A scrap metal processor has agreed to pay $350,000 to the family of a worker who was killed when he was pulled into a shredder.
On March 10, 2014, Reynaldo Hernandez-Ortega, 39, was cleaning a shredding machine at Behr Iron & Steel’s plant in South Beloit, IL, when his arm was caught and he was pulled in. An autopsy showed he died of traumatic asphyxia. In other words, he was choked to death by the machine.
The payment is part of a sentence Behr received after it pleaded guilty to one misdemeanor count in Hernandez-Ortega’s death. The company will also be on probation for five years. Federal prosecutors had charged Behr with violating OSHA requirements in connection with the death of the father of two. Behr pleaded guilty to failing to provide lockout-tagout protection and confined space protection.
U.S. Magistrate Judge Iain Johnston said while the law allowed him to also issue a fine to Behr, he didn’t feel he could do that because the company said an additional fine would cause it to go bankrupt, putting 300 people out of work.
“This should never happen in 2014 and in this country,” Johnston said during sentencing according to the Rockford Register Star.

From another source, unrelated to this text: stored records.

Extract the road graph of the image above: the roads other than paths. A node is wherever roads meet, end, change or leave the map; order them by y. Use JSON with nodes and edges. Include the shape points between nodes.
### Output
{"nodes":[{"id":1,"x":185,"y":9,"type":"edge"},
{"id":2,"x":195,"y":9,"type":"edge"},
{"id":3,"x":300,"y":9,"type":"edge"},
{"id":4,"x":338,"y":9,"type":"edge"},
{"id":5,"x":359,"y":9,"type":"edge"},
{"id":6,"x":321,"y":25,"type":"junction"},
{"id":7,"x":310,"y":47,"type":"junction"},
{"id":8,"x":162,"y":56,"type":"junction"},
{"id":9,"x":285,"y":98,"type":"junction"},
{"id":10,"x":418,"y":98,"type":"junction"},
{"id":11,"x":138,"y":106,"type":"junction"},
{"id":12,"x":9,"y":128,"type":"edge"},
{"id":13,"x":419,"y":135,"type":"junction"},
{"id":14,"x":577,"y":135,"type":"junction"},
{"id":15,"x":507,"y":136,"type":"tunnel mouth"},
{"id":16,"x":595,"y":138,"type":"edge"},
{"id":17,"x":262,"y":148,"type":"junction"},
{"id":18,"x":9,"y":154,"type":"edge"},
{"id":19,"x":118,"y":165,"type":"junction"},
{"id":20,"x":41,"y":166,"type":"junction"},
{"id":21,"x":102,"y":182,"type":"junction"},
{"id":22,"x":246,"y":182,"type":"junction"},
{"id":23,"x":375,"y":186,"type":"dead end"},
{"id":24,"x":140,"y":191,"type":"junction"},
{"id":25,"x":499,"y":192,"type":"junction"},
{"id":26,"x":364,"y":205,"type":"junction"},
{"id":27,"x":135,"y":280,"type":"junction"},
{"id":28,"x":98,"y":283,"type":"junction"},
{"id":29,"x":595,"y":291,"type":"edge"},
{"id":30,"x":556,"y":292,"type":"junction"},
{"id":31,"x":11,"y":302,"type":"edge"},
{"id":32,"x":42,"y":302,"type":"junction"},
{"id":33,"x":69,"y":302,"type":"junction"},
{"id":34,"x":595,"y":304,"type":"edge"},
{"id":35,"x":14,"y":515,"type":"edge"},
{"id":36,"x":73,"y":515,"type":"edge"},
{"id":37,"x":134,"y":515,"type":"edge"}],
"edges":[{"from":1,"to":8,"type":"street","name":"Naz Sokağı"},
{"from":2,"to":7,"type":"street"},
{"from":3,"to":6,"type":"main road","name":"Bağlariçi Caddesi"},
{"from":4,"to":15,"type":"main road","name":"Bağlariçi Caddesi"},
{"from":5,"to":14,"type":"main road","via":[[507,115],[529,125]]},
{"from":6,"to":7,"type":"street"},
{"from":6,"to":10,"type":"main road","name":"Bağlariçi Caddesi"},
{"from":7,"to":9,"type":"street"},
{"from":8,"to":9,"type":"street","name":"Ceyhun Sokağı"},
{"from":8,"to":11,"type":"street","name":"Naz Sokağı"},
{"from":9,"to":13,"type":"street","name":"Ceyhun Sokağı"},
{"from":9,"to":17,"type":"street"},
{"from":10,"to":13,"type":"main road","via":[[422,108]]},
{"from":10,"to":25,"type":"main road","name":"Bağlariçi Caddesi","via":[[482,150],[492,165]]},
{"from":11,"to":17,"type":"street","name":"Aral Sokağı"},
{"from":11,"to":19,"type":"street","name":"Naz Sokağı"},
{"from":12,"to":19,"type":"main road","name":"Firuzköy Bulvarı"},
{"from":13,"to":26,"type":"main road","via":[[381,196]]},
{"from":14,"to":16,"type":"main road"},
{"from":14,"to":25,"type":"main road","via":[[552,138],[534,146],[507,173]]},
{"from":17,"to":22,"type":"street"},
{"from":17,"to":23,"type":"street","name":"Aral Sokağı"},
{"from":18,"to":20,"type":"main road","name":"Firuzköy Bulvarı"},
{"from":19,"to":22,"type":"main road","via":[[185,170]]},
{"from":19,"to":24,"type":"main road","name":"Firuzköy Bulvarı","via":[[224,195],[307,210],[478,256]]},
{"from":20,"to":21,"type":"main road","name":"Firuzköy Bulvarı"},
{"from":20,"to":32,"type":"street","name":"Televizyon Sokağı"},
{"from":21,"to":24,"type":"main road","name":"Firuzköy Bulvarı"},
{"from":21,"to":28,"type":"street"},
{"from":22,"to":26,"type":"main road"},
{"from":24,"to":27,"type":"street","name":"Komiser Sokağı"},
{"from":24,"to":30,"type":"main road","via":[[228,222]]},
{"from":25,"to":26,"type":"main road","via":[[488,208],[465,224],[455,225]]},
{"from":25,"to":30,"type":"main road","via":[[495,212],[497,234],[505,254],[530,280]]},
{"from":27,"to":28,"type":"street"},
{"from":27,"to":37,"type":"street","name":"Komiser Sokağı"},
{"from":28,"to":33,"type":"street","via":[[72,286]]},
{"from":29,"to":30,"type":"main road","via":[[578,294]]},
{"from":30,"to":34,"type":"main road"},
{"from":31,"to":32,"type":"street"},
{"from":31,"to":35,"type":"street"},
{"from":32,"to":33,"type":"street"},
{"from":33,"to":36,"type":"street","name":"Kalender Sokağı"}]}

The probation and payment to the family were the sentencing terms requested both by the prosecution and the company’s attorney.
According to court documents, the shredder at one time had a working emergency shut-off switch, but it kept malfunctioning. At some point, a decision was made not to fix the switch, according to prosecutors.
Behr has also paid almost $288,000 in a workers’ comp settlement, $7,600 in funeral expenses and an initial $3,000 payment to the dead worker’s family.
It also paid $520,000 in OSHA fines and agreed to abate 36 violations.
Add all the costs together: This employee death has cost Behr almost $1.17 million, and that’s before other indirect costs are added to the total.
Behr has almost a dozen plants in Illinois, Wisconsin and Iowa.